There were 2,338 housing units at an average density of 208.1 /mi2, of which 2,198 (94.0%) were occupied. Of occupied units, 60.5% were owner-occupied and 39.5% were occupied by renters. The vacancy rate was 6.0%, with a homeowner vacancy rate of 1.1% and a rental vacancy rate of 4.4%.

Racial composition as of the 2020 census
| Race | Number | Percent |
|---|---|---|
| White | 1,741 | 18.4% |
| Black or African American | 388 | 4.1% |
| American Indian and Alaska Native | 167 | 1.8% |
| Asian | 63 | 0.7% |
| Native Hawaiian and Other Pacific Islander | 3 | 0.0% |
| Some other race | 5,082 | 53.7% |
| Two or more races | 2,024 | 21.4% |

===Demographic estimates===

In 2023, the US Census Bureau estimated that 29.9% of the population were foreign-born.
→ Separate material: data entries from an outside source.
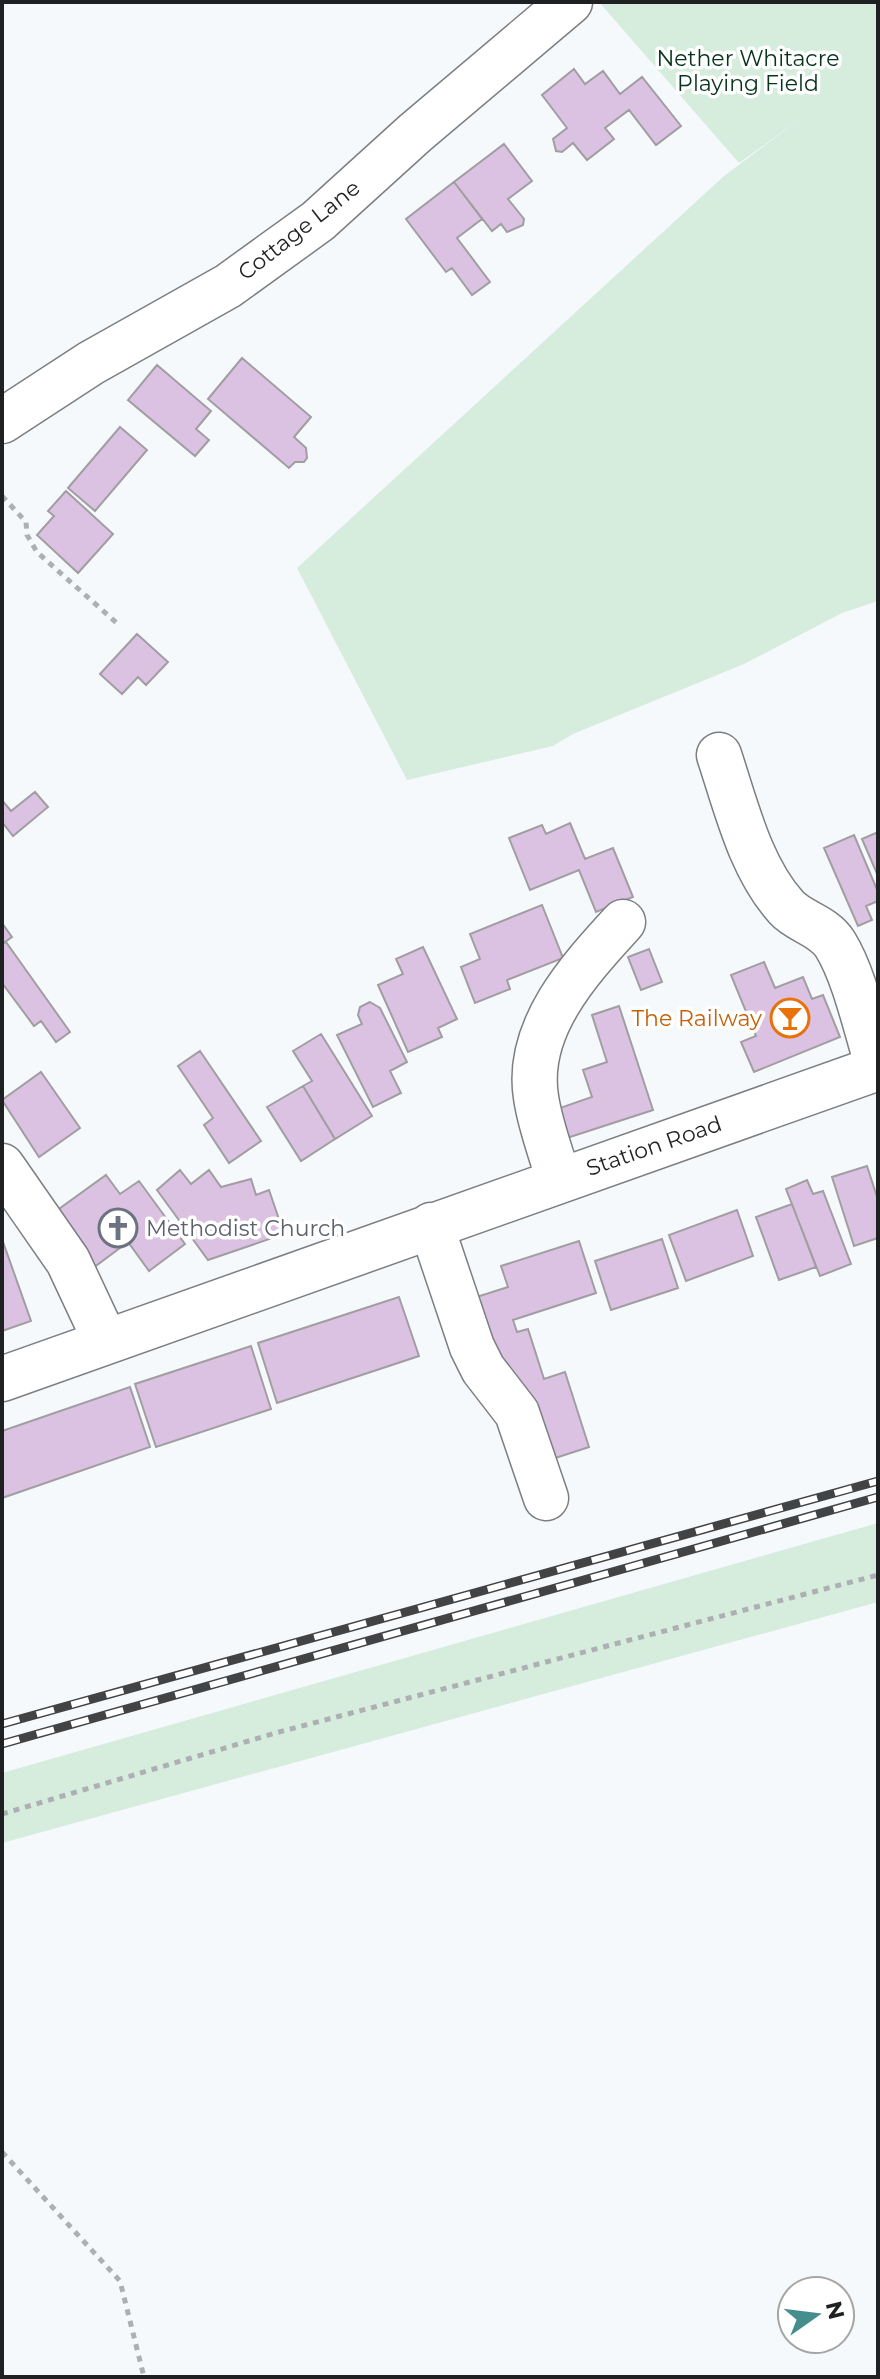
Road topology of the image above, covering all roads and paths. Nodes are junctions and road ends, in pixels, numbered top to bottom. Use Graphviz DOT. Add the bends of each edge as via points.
graph roads {
  1 [pos="570,2"];
  2 [pos="2,421"];
  3 [pos="2,496"];
  4 [pos="120,626"];
  5 [pos="719,755"];
  6 [pos="623,922"];
  7 [pos="878,1067"];
  8 [pos="5,1175"];
  9 [pos="559,1180"];
  10 [pos="431,1225"];
  11 [pos="106,1342"];
  12 [pos="2,1379"];
  13 [pos="546,1498"];
  14 [pos="878,1575"];
  15 [pos="2,1814"];
  16 [pos="2,2152"];
  17 [pos="144,2377"];
  1 -- 2 [label="street, Cottage Lane" via="318,221 228,286 91,363"];
  3 -- 4 [label="path" via="26,522 37,552"];
  5 -- 7 [label="street" via="757,860 773,888 788,910 835,943"];
  6 -- 9 [label="street" via="572,978 536,1058 536,1096"];
  7 -- 9 [label="street, Station Road"];
  8 -- 11 [label="street" via="68,1261"];
  9 -- 10 [label="street, Station Road"];
  10 -- 11 [label="street, Station Road"];
  10 -- 13 [label="street" via="472,1347 517,1413"];
  11 -- 12 [label="street, Station Road"];
  14 -- 15 [label="path" via="279,1732"];
  16 -- 17 [label="path" via="120,2281"];
}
Of all people aged 5 or older, 34.7% spoke only English at home, 64.8% spoke Spanish, and 0.5% spoke Asian or Pacific Islander languages. Of those aged 25 or older, 64.9% were high school graduates and 4.3% had a bachelor's degree.

===Income and poverty===

The median household income in 2023 was $56,328, and the per capita income was $19,511. About 20.2% of families and 27.6% of the population were below the poverty line.

==Education==
Residents are zoned to the Perris Elementary School District and the Perris Union High School District for grades 7-12.